Il se sentait mieux qu'il ne l'avait jamais été depuis son arrivée sur Ruda : il ne vivait que pour se battre contre les démons.

— Je choisis la séraphine. J'adore les séraphines !

— Tu l'auras !

La stratégie de Rom était toujours la même : désarmer l'adversaire en lui laissant croire qu'il avait renoncé à la lutte.

— Tu me laisseras sortir d'ici, maintenant ?

— Non, dit-elle, pas encore. Je veux une preuve de ta bonne foi.

Rom feignit la surprise.

— Il t'en faut une ?

— Nous sommes de vieux ennemis.

Il lui caressa les cheveux.

— J'écoute.

Il faisait le plus sale métier de l'univers.

— Ma première idée était de te garder ici pour t'observer, dit-elle. Mais tu es trop fort à ce jeu, cher exorciste. La seconde de te hanter. C'est là que tu voulais m'amener ? Tu as plus de ressources que tu veux bien le dire. Tu m'as peut-être préparé un piège dans ta tête ?
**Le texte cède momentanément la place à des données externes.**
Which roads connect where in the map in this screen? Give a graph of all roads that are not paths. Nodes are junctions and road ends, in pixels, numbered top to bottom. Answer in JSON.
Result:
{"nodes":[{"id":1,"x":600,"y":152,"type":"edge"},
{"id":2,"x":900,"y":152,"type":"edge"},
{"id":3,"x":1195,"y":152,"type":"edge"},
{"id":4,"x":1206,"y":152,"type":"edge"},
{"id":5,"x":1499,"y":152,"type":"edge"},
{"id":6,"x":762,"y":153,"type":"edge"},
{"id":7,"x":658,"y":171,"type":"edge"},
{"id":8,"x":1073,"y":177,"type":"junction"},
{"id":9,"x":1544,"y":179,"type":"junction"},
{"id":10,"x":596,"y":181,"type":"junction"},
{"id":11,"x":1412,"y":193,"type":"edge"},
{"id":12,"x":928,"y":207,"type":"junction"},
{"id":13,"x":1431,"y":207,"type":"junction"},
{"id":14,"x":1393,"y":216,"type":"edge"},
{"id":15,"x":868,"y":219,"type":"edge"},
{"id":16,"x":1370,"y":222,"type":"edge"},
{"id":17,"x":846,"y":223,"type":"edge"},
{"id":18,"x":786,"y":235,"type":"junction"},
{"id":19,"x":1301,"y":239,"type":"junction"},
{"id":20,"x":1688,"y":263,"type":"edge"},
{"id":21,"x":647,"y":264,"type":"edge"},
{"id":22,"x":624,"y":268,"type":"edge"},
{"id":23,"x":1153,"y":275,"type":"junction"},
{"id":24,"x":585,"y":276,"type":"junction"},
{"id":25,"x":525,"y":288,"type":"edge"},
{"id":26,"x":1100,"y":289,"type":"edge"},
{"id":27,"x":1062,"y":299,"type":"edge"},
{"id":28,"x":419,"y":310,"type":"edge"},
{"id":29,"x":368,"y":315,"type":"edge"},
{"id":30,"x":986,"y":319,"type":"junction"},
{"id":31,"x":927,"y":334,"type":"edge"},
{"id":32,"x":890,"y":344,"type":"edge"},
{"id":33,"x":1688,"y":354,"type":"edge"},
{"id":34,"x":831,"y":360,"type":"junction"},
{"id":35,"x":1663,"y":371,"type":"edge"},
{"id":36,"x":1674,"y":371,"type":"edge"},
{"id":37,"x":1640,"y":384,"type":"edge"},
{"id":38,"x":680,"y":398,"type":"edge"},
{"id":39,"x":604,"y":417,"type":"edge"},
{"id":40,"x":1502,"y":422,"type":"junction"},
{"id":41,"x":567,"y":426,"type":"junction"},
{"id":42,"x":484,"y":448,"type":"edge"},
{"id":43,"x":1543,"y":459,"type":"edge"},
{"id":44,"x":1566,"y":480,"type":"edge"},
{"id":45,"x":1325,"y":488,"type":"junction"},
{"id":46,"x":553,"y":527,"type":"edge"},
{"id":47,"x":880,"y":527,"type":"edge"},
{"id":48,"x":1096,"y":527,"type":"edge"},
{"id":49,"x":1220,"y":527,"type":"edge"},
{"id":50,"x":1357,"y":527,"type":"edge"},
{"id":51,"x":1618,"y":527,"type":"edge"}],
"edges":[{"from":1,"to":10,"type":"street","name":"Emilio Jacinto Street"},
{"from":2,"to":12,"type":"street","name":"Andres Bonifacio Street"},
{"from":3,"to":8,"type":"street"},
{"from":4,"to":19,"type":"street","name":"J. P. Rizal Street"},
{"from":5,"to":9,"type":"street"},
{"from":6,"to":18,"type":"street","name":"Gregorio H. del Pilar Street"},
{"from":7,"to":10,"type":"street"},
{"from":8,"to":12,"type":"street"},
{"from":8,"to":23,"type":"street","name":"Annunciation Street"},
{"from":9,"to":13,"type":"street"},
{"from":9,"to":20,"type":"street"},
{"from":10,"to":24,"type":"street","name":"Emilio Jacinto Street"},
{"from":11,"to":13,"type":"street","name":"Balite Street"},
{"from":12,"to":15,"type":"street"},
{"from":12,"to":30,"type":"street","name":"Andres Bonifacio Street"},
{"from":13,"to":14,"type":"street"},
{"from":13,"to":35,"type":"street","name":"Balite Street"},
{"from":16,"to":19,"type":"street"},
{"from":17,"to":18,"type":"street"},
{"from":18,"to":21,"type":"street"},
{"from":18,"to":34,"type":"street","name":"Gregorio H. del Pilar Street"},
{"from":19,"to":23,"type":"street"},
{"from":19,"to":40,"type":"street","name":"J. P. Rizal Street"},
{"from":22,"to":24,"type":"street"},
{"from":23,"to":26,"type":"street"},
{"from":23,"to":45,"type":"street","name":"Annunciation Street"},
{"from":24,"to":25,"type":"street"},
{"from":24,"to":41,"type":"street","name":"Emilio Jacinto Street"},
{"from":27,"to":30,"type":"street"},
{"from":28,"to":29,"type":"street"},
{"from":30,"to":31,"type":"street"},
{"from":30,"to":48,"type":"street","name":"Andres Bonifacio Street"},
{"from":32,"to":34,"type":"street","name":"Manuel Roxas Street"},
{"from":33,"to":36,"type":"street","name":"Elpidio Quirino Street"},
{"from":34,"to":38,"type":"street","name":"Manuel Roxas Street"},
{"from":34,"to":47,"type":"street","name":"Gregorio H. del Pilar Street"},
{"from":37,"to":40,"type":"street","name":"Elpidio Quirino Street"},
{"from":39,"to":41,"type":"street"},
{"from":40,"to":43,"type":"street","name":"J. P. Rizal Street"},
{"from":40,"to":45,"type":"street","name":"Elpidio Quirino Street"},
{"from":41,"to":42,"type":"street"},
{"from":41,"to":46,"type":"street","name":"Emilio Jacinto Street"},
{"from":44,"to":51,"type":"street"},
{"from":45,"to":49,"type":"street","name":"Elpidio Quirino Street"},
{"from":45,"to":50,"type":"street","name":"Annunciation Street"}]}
« J'aurais aimé le faire si c'était possible », pensa Rom.

— Tu as eu une troisième idée ?

— À l'instant. Karas Warda part bientôt pour inspecter le front sur Zelazna Zaïa. Je ne comptais pas le suivre, car j'ai mieux à faire sur Ruda. Mais j'ai changé d'avis. J'irai. Tu me suivras. Et en attendant, tu vas t'engager dans un commando de chasseurs d'âmes !

— Bien, dit Rom. Je vais m'engager. Je ne vois pas comment ça peut prouver ma bonne foi, mais je t'obéirai.

 

Rom comparut devant un aréopage d'officiers et de médecins S.Sols. D'être le protégé de la Seigneurine lui attirait plus d'hostilité que de sympathie de la part de ces hommes, murés dans une idéologie farouche. Parmi eux, se trouvait un jeune meneur d'escadron qui considérait l'exorciste avec un mélange de mépris et de dégoût.

— Sais-tu ce que sont les chasseurs d'âmes, civil ?

— À une certaine époque, j'ai été moi-même une sorte de chasseur d'âmes.

— Réponse imbécile, dit la femme, à peine plus âgée, qui présidait, avec le grade de sous-meneuse de légion. Tu es donc un imbécile, R. Kazan. Et un étranger, en plus !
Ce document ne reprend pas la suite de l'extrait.